• _Exercise inputs_
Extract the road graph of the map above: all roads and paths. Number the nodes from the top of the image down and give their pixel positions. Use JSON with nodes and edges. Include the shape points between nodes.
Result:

* * *

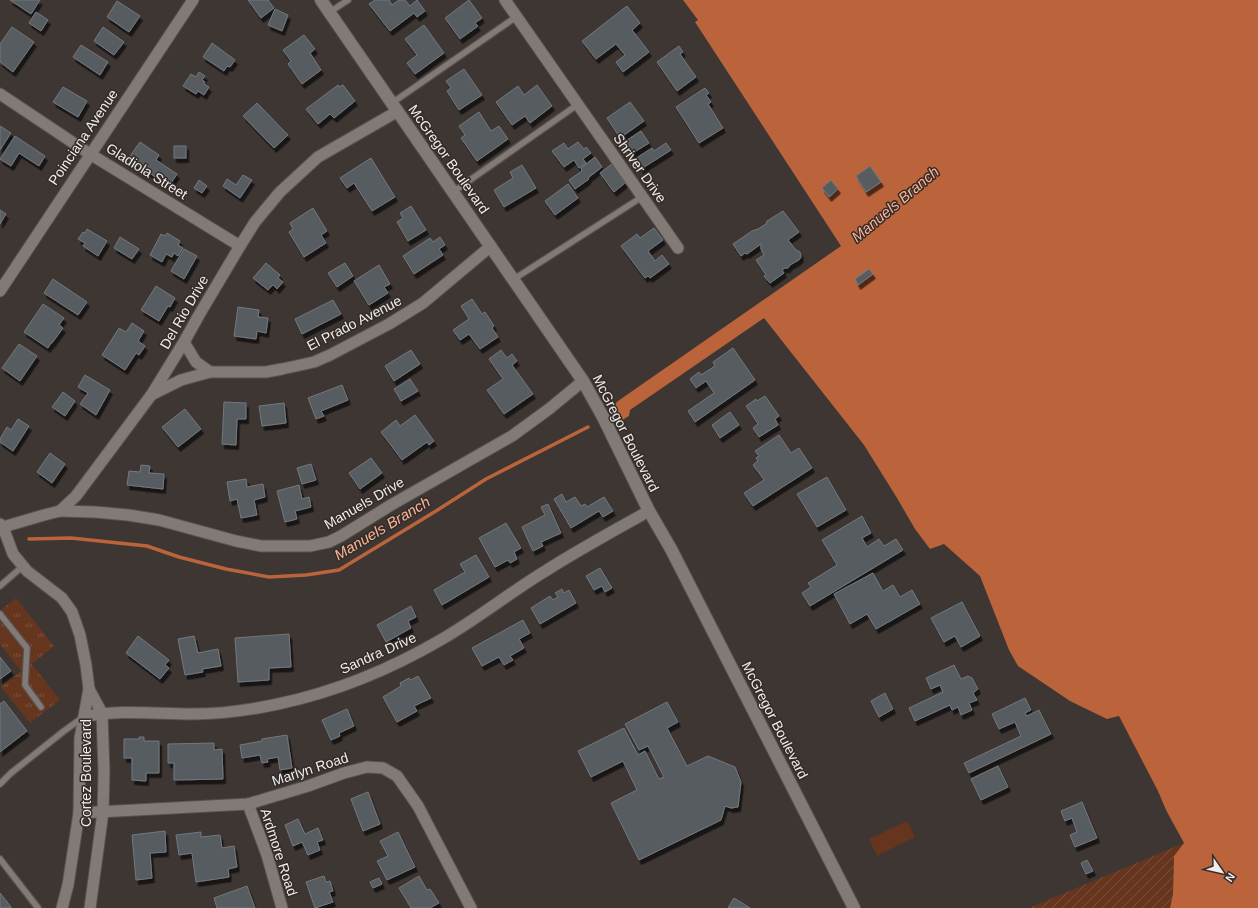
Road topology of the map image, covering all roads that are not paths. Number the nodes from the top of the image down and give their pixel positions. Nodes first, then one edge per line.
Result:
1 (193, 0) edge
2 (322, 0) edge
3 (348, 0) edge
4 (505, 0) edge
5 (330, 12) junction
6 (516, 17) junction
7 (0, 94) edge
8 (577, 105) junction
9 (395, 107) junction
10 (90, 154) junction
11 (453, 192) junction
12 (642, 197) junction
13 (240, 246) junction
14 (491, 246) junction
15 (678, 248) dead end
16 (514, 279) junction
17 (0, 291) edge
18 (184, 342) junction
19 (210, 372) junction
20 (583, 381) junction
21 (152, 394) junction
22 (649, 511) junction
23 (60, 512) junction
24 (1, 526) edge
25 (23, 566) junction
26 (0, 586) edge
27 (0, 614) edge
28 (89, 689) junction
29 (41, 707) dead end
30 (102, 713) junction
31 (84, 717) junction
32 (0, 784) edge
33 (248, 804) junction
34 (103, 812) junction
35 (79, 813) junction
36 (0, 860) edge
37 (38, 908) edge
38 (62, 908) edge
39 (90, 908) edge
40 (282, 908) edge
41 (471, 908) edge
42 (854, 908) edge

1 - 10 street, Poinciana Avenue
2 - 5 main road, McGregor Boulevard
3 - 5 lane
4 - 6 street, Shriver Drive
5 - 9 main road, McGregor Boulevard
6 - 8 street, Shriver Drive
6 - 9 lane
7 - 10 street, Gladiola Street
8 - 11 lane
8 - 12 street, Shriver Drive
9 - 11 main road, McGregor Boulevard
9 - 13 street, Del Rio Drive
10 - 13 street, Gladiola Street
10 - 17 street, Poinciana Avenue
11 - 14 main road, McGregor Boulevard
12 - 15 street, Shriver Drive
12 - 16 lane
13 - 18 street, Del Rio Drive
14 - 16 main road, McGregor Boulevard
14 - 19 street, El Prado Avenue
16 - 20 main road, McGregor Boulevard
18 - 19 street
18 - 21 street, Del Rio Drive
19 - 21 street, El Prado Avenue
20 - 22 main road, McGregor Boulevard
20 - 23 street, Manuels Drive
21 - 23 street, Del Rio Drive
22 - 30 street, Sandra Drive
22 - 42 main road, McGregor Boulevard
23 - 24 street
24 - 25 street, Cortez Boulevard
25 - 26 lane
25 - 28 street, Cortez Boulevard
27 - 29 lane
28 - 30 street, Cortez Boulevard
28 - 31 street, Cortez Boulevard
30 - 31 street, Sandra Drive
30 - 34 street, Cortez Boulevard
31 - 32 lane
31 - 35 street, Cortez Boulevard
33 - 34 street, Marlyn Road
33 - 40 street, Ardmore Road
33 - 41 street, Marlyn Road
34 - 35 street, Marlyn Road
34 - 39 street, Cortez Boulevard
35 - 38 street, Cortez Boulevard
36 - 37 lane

• _Work instructions_
Write only the number of lines above that contain "from".

• _The answer_
2